On the other hand, there are still places on the Internet where you can buy after-market versions of the most popular drivers on the PGA tour with their faces shaved down to non-conforming specs. And unlike a corked bat, the trampoline effect on these babies is real. For an extra $200 or so, you can get yourself a cheater club that looks and feels exactly like a conforming one (though it might be as much as 20 grams lighter). Short of sending the blunt instrument off to the crime lab, nobody would ever know.

And as far as that goes, I’m not at all sure that those China factories are all that precise anyway. Last time I tested drivers, I ended up hitting three “identical” models—at least the published specs were identical. But one felt different, livelier, hotter. That’s the one I took home. If somehow a hotter-than-permitted clubhead slipped through the quality control inspectors at the Fu Sheng factory in Zhongshan, well, that’s on the folks at TaylorMade.

Idon’t know that we all line-step, but I know I can read upside down handwritin­g about as well as I can read it properly oriented. I know that sometimes you write the nut graph of the concert review before you go to the show.

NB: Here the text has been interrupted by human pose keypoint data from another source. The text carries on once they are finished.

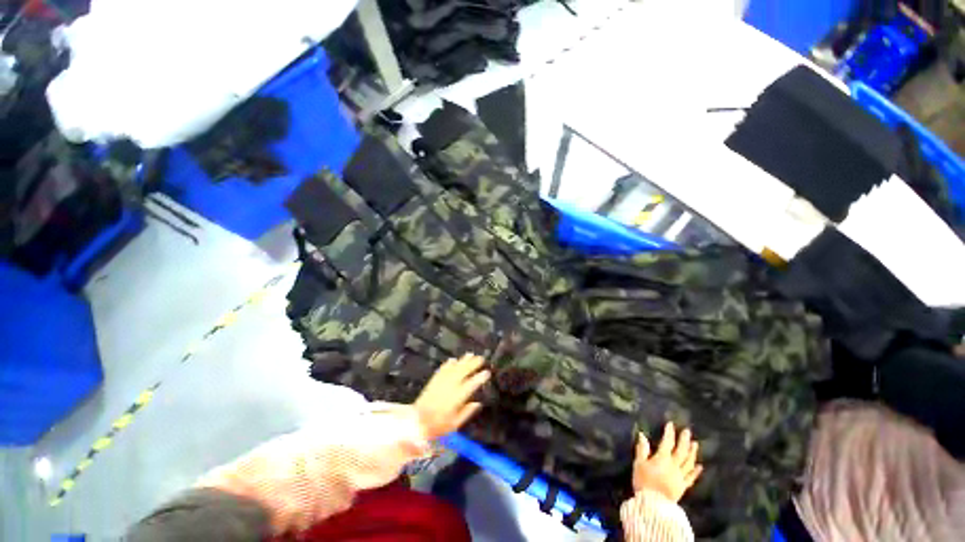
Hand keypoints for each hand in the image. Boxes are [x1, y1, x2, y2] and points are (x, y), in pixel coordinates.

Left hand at [414, 354, 490, 439]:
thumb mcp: (455, 424)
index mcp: (457, 397)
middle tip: (481, 358)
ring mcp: (441, 381)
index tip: (487, 372)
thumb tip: (477, 403)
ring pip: (454, 367)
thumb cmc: (438, 426)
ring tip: (470, 355)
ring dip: (463, 360)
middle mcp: (450, 386)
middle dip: (473, 364)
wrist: (417, 422)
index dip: (480, 377)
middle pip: (463, 371)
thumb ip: (467, 412)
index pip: (471, 384)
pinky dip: (448, 363)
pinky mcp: (434, 380)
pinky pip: (443, 369)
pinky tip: (453, 360)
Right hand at [632, 422, 702, 502]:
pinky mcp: (683, 486)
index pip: (667, 442)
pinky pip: (691, 477)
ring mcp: (680, 476)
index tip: (671, 424)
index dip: (669, 433)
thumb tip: (642, 435)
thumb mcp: (639, 463)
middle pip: (681, 451)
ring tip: (695, 444)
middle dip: (684, 440)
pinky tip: (699, 466)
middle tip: (687, 431)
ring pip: (688, 462)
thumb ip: (642, 449)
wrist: (653, 504)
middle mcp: (674, 465)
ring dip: (692, 452)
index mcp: (662, 458)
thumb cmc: (643, 481)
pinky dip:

I know that most games are won in the margins, that most people never stop to consider that a high end watch might be fake, and that Vermeer made use of camerae obscurae.

I am cynical enough to think that maybe the Houston Astros cheating scandal is, in a way, the best thing to happen to Major League Baseball in a decade or so, since the cheaters Mark McGwire, Sammy Sosa and Barry Bonds got everyone excited about the dingers. I am cynical enough to think that in a world where we’ve been conditione­d to see everything from Wall Street to the criminal justice system to the electoral apparatus as a rigged-up “reality” contest, that there’s no real shame attached to sign stealing. It’s only a fresh opportunit­y for outrage.

This isn’t 1919; we’re all Arnold Rothstein now.